→ Goal of the exercise
Identify every line in the records below that contains the word "Salvemini", and reproduce each one.

|---|

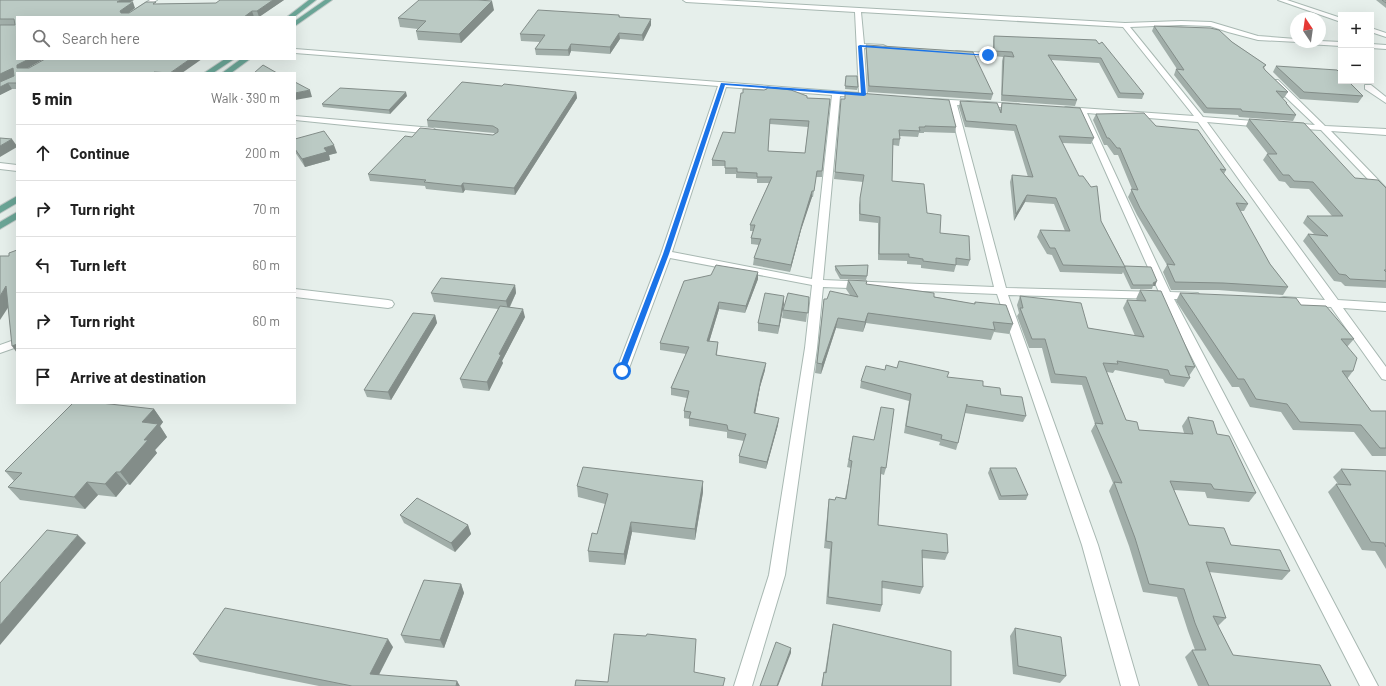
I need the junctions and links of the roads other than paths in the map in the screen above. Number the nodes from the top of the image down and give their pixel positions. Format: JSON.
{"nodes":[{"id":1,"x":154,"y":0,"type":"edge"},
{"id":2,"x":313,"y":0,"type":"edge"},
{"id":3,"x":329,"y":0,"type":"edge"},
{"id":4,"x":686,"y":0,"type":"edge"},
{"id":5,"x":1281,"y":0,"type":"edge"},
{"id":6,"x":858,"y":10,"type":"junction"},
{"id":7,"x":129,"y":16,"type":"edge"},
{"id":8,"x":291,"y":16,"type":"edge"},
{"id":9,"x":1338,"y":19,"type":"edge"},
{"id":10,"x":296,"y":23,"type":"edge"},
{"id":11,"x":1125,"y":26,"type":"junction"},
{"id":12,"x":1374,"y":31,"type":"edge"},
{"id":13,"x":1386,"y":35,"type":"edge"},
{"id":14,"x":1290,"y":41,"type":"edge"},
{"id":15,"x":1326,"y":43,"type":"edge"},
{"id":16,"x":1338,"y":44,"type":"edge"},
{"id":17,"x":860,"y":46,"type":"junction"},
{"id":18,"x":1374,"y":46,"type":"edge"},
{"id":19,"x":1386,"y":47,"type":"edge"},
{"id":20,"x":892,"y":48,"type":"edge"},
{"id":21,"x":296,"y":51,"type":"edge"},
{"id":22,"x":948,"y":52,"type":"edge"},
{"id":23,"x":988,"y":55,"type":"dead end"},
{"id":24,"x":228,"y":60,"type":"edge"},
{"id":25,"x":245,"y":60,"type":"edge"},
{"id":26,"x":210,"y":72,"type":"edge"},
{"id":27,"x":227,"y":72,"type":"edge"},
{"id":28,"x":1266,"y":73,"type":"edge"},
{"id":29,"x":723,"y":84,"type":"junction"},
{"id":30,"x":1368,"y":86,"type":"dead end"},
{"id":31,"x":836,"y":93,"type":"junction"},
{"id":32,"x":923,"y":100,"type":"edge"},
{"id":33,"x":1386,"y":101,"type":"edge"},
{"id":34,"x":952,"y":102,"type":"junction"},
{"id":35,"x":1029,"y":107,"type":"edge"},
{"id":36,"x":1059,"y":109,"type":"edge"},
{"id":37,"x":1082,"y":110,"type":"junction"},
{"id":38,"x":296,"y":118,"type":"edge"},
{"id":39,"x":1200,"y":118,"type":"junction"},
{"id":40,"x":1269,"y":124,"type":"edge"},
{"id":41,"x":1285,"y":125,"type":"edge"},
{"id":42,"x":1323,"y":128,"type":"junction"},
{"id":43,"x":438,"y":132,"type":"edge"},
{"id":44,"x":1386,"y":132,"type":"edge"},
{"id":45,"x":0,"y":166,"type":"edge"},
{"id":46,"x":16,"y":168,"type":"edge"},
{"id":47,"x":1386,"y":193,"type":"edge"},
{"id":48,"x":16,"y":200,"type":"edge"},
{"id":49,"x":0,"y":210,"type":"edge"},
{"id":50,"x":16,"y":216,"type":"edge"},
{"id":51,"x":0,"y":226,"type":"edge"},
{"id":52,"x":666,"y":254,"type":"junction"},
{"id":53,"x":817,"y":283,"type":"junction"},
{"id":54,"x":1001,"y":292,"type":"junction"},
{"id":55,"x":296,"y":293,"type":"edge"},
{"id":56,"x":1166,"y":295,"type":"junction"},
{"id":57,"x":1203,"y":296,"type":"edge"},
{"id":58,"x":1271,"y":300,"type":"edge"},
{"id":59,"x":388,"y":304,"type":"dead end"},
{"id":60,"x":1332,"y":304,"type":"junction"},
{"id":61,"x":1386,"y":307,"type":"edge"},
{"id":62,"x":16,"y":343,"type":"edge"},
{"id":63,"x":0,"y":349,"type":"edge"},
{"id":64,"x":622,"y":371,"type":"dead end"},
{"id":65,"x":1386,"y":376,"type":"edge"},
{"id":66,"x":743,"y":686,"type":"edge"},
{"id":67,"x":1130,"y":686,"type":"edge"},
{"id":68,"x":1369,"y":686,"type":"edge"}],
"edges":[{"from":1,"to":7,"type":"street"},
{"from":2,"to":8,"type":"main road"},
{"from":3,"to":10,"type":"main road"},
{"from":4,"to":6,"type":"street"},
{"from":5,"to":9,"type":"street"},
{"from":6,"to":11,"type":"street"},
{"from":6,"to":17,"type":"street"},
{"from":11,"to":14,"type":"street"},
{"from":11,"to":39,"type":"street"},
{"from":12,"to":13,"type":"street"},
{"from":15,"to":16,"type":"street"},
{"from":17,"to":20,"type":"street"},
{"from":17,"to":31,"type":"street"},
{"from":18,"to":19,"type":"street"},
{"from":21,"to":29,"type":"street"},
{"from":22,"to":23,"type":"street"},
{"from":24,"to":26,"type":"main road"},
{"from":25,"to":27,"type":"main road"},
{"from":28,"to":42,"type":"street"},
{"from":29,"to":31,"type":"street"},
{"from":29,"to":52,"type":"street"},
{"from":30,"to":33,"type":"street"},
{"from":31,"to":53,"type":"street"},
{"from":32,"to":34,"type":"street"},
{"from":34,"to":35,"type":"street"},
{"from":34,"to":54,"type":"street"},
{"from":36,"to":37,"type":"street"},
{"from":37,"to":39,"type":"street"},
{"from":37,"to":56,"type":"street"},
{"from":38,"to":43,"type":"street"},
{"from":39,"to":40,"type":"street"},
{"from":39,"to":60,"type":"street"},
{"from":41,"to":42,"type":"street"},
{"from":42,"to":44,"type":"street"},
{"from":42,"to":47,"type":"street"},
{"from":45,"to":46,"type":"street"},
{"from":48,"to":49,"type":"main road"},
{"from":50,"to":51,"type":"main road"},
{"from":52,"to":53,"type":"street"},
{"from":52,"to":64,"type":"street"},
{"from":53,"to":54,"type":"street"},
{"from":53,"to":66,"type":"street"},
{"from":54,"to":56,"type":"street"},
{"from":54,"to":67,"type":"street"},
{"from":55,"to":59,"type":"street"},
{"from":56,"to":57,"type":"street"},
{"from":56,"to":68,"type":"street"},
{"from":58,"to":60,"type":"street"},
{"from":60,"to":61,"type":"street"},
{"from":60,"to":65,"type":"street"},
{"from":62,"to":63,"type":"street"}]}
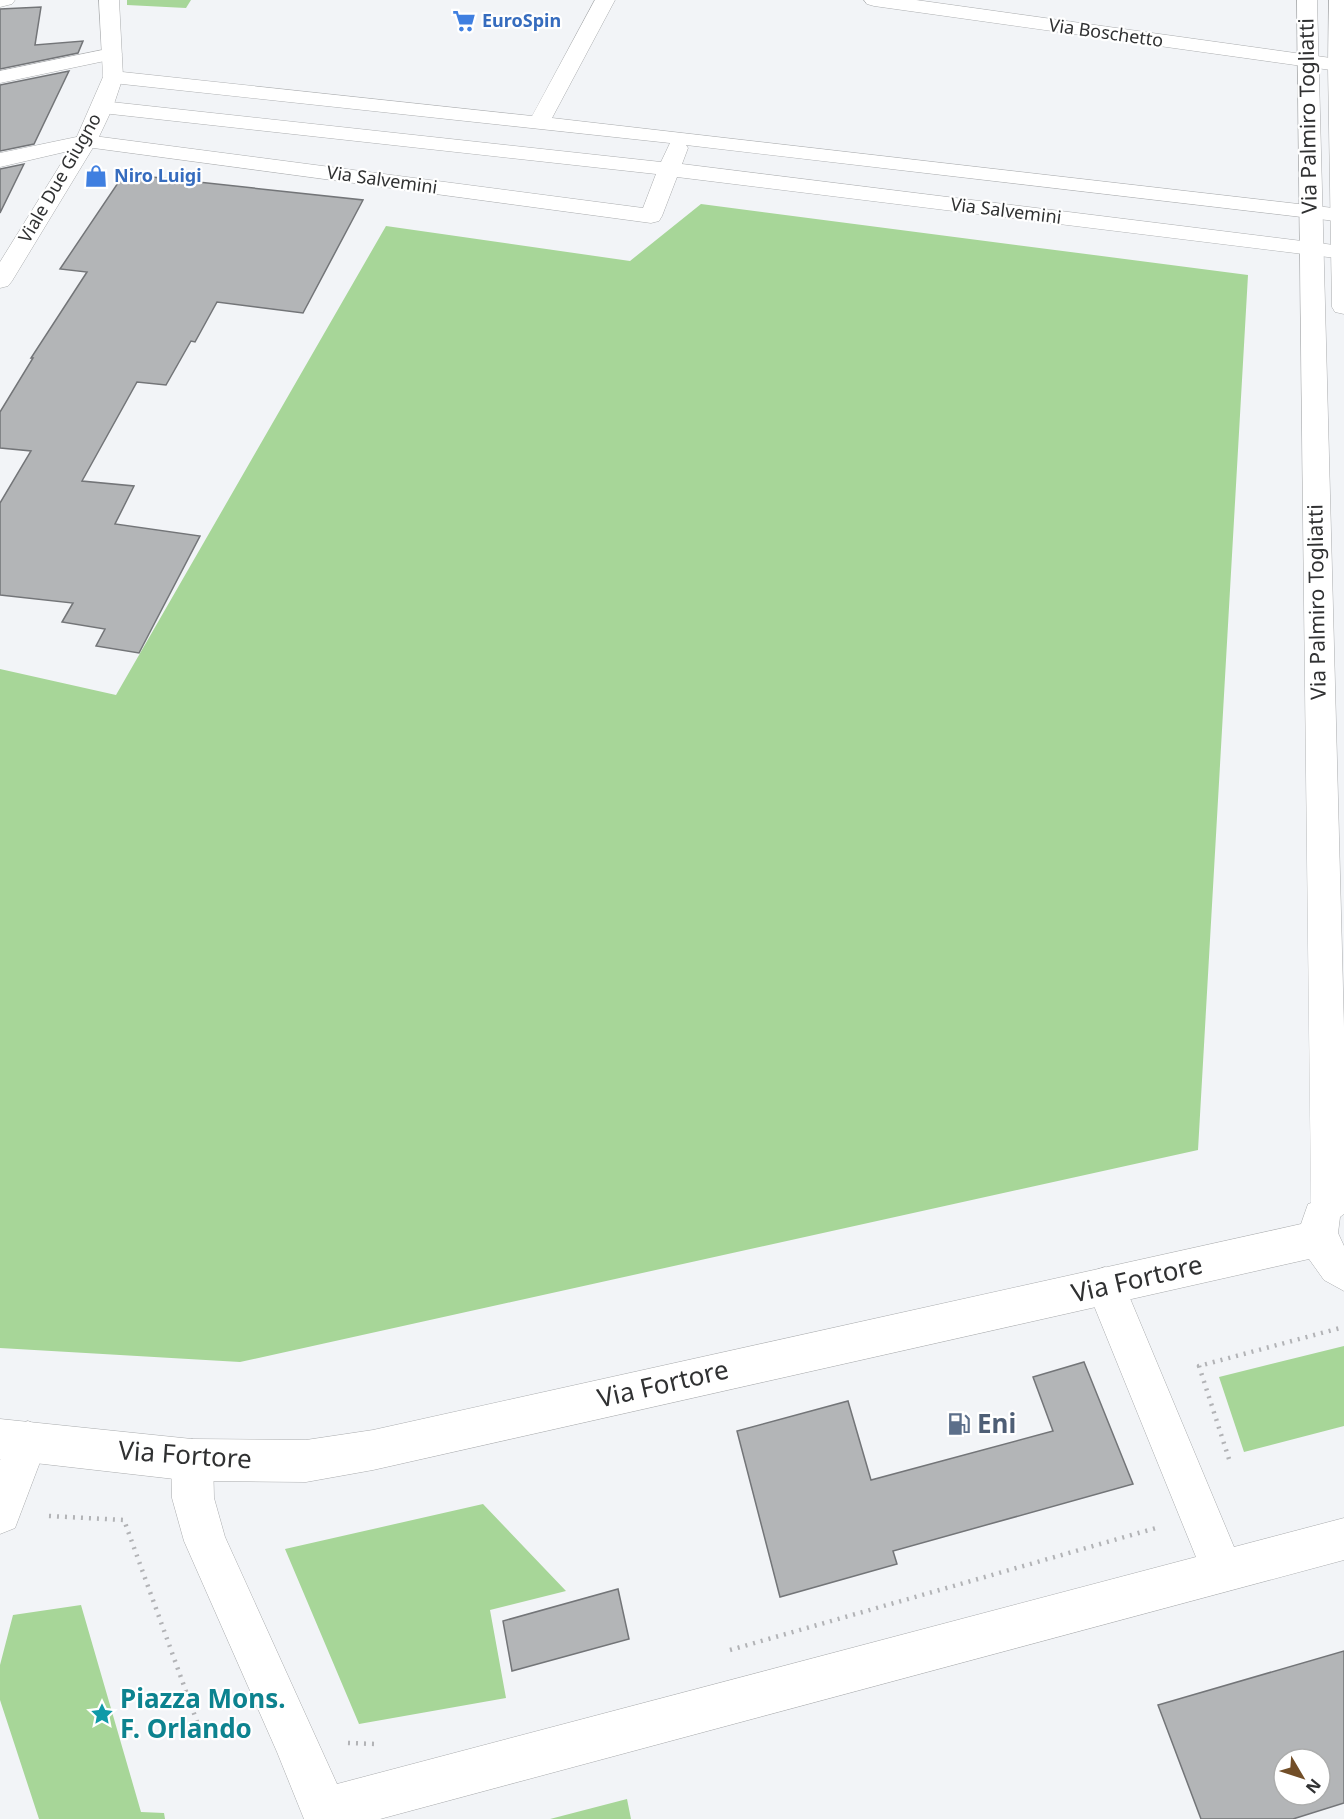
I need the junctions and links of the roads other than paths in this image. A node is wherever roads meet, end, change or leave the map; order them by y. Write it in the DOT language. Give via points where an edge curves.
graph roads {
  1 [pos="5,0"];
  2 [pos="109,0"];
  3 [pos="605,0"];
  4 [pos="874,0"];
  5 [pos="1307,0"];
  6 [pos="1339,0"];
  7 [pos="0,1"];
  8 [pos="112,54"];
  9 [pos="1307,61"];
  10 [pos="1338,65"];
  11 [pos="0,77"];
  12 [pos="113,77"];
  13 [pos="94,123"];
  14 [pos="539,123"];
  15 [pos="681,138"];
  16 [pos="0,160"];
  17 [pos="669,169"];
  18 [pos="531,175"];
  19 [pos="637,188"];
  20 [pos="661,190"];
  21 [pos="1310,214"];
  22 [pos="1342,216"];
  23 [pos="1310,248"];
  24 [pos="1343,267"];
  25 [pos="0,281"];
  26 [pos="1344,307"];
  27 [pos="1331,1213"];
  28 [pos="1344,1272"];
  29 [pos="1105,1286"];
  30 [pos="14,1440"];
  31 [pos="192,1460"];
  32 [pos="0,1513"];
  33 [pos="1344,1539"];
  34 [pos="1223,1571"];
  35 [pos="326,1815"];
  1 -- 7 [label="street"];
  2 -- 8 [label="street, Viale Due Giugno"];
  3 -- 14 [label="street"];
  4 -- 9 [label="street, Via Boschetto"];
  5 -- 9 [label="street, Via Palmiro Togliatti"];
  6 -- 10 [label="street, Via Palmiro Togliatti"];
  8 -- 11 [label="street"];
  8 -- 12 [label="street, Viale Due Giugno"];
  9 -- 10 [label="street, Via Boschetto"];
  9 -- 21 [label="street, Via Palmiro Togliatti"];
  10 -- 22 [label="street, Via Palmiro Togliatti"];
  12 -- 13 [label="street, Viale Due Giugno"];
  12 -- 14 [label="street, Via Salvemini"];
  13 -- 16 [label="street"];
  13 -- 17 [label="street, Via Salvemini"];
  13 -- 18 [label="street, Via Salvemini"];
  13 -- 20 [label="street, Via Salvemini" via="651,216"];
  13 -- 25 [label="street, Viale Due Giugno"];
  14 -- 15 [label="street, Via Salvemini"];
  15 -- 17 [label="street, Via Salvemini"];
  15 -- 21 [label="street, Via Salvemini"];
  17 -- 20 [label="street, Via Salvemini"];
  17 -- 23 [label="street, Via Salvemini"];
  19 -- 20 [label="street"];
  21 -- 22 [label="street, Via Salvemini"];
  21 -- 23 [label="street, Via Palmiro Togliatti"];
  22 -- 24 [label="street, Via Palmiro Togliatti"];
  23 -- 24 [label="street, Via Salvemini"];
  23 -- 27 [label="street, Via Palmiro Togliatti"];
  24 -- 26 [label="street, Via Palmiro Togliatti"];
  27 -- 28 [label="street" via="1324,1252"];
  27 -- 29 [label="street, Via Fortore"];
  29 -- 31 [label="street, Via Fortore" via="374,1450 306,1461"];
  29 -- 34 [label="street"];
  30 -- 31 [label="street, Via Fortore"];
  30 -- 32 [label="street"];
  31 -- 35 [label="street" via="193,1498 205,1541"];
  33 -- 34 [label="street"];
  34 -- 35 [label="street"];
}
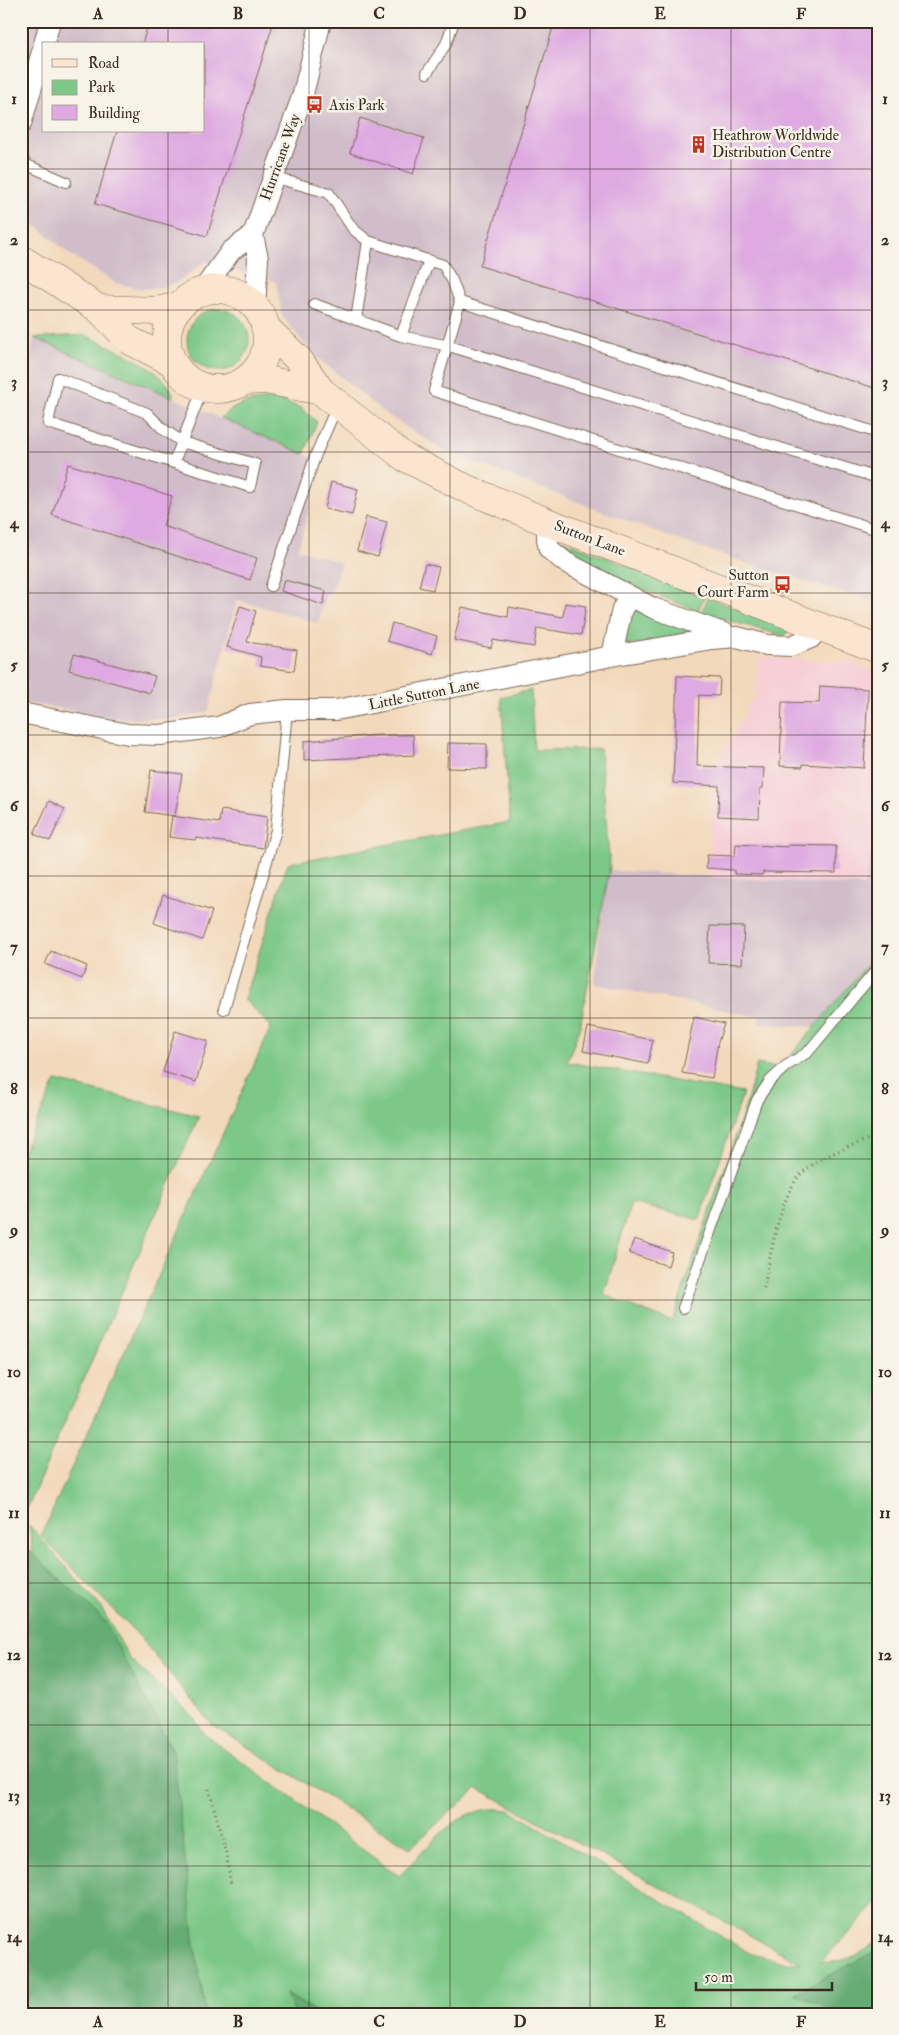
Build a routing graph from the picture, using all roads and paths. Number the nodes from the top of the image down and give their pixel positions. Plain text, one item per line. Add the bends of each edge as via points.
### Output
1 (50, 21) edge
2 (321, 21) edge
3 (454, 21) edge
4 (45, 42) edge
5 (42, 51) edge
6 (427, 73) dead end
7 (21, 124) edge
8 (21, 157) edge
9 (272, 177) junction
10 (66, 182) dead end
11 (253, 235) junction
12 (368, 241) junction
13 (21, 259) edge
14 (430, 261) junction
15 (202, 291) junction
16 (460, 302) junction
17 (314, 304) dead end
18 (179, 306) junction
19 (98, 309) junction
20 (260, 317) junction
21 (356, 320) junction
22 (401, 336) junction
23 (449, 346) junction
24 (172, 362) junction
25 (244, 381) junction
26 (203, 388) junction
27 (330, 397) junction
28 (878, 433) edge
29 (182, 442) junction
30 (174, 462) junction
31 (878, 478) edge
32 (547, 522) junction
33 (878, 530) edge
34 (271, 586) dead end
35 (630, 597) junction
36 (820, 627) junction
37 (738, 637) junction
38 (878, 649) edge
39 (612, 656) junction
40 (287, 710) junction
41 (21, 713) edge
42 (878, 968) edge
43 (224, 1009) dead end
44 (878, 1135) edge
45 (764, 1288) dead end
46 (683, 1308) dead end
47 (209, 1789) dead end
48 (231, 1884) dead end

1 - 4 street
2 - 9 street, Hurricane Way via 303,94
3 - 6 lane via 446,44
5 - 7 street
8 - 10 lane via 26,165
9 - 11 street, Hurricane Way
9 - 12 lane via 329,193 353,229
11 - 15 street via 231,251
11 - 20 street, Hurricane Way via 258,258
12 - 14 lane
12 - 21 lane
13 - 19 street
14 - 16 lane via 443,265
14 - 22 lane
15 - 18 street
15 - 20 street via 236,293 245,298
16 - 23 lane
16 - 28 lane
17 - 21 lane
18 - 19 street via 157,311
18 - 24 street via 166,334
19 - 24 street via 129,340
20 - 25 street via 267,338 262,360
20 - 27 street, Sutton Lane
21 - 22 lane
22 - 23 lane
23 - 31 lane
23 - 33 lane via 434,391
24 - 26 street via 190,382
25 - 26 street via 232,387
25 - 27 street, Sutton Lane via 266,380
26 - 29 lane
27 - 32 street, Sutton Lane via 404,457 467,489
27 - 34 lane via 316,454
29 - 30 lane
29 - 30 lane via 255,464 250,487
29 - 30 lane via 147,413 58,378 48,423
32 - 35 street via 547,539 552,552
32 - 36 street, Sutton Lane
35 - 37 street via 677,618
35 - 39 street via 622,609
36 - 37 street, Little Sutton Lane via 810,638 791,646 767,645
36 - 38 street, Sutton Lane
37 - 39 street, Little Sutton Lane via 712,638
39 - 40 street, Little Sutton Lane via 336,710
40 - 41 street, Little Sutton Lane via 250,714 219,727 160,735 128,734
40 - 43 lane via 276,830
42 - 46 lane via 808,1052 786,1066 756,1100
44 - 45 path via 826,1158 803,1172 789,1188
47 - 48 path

|---|

→ Solution
  12 -- 14 [label="street, Via Salvemini"];
  13 -- 17 [label="street, Via Salvemini"];
  13 -- 18 [label="street, Via Salvemini"];
  13 -- 20 [label="street, Via Salvemini" via="651,216"];
  14 -- 15 [label="street, Via Salvemini"];
  15 -- 17 [label="street, Via Salvemini"];
  15 -- 21 [label="street, Via Salvemini"];
  17 -- 20 [label="street, Via Salvemini"];
  17 -- 23 [label="street, Via Salvemini"];
  21 -- 22 [label="street, Via Salvemini"];
  23 -- 24 [label="street, Via Salvemini"];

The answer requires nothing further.